Although he said, as part of his effort to enact health-care reform, that the health-care mandates were not taxes, now his administration acknowledges in court papers that they are, in fact, taxes.
As Election Day approaches, the president and others in the Democratic leadership have focused on campaign finance by moneyed interests - an ancillary issue serving neither party nor country. They have intensified attacks on business groups such as the U.S. Chamber of Commerce and individual political operatives such as Karl Rove and Ed Gillespie - insisting that organizations are fronting for foreign campaign money and large secret donations and campaign expenditures. Even the New York Times has noted that "a closer examination shows that there is little evidence" that these organizations have engaged in activities that are "improper or even unusual."
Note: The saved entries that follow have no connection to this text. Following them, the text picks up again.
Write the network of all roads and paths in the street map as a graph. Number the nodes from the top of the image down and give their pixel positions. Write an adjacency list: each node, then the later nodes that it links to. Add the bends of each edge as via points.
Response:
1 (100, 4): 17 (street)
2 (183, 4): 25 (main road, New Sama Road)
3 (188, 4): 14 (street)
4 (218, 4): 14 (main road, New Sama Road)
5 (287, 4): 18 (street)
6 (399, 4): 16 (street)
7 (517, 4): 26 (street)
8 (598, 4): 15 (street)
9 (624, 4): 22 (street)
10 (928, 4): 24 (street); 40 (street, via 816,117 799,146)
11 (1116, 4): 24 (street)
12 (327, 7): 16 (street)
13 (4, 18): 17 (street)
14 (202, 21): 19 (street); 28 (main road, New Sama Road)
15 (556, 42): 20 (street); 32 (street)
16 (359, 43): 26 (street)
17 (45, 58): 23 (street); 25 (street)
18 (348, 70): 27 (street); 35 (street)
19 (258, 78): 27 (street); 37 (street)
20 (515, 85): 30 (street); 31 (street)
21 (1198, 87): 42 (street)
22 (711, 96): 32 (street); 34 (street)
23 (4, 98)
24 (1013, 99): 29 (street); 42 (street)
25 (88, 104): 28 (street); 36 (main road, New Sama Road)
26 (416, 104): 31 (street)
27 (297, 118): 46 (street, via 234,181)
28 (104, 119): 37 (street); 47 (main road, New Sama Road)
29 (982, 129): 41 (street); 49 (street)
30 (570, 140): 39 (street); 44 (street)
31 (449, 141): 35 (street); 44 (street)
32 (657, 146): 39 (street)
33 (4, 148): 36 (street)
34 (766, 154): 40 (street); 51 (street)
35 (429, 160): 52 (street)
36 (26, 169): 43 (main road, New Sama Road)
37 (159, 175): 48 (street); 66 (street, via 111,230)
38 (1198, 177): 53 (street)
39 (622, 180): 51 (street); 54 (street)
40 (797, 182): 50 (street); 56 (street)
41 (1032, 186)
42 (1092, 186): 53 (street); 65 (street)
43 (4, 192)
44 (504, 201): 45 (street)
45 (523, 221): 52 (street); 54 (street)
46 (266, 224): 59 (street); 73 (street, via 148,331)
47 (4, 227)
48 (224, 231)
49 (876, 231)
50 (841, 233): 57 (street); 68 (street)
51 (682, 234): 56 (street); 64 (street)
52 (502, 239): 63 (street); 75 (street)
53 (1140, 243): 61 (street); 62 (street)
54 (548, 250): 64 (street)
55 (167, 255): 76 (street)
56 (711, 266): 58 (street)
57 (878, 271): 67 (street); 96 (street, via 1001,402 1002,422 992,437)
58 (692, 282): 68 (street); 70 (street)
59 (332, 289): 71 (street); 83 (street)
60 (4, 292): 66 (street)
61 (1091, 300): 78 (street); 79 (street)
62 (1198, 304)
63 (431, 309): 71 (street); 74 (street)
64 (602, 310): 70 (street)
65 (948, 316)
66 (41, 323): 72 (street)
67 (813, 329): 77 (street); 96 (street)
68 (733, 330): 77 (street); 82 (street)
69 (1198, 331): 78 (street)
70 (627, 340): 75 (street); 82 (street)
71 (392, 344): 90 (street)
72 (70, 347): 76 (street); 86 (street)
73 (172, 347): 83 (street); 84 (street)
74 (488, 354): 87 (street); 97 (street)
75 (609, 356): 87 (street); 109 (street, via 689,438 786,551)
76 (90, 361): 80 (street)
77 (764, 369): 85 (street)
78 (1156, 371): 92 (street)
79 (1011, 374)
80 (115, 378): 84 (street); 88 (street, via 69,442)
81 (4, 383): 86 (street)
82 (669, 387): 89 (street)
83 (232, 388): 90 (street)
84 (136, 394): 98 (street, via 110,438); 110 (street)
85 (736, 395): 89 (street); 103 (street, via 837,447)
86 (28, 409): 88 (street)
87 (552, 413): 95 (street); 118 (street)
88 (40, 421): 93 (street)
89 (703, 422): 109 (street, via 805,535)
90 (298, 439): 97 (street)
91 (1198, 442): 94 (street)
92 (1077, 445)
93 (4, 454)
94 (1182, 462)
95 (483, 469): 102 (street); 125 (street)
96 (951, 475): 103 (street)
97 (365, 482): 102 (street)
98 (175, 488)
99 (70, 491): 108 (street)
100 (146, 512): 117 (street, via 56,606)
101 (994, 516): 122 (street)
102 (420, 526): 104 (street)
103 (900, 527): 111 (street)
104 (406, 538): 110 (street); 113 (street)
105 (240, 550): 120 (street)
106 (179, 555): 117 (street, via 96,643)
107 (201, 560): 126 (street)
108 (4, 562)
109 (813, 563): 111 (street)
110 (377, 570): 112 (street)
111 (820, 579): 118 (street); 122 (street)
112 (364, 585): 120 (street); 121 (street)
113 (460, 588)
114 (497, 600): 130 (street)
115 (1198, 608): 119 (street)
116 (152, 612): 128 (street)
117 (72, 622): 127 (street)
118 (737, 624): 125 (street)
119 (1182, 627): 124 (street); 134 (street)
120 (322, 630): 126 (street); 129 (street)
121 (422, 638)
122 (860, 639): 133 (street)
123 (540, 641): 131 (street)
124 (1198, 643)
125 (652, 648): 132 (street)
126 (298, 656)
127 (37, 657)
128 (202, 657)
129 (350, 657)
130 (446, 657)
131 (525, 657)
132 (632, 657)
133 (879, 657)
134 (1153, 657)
It astounds us to hear such charges from the president given that his presidential campaign in 2008 refused to disclose the names of all of its donors, and in past election cycles many liberal groups, such as the Sierra Club and the Center for American Progress, refused to disclose their contributors.
To be clear, we favor disclosure of every dollar spent and closing the disclosure loophole that exists as a result of the Citizens United ruling. But it is disingenuous for a president - particularly one whose campaign effectively dynamited the lone beachhead of public financing in American politics - to scream about money pouring in against his political interests.
We are also disturbed that the office of the president is mounting attacks on private individuals, such as the founders of the group Americans for Prosperity. Having been forged politically during Watergate - one of us was the youngest member of Nixon's enemies list - we are chilled by the prospect of any U.S. president willing to marshal the power of his office against a private citizen.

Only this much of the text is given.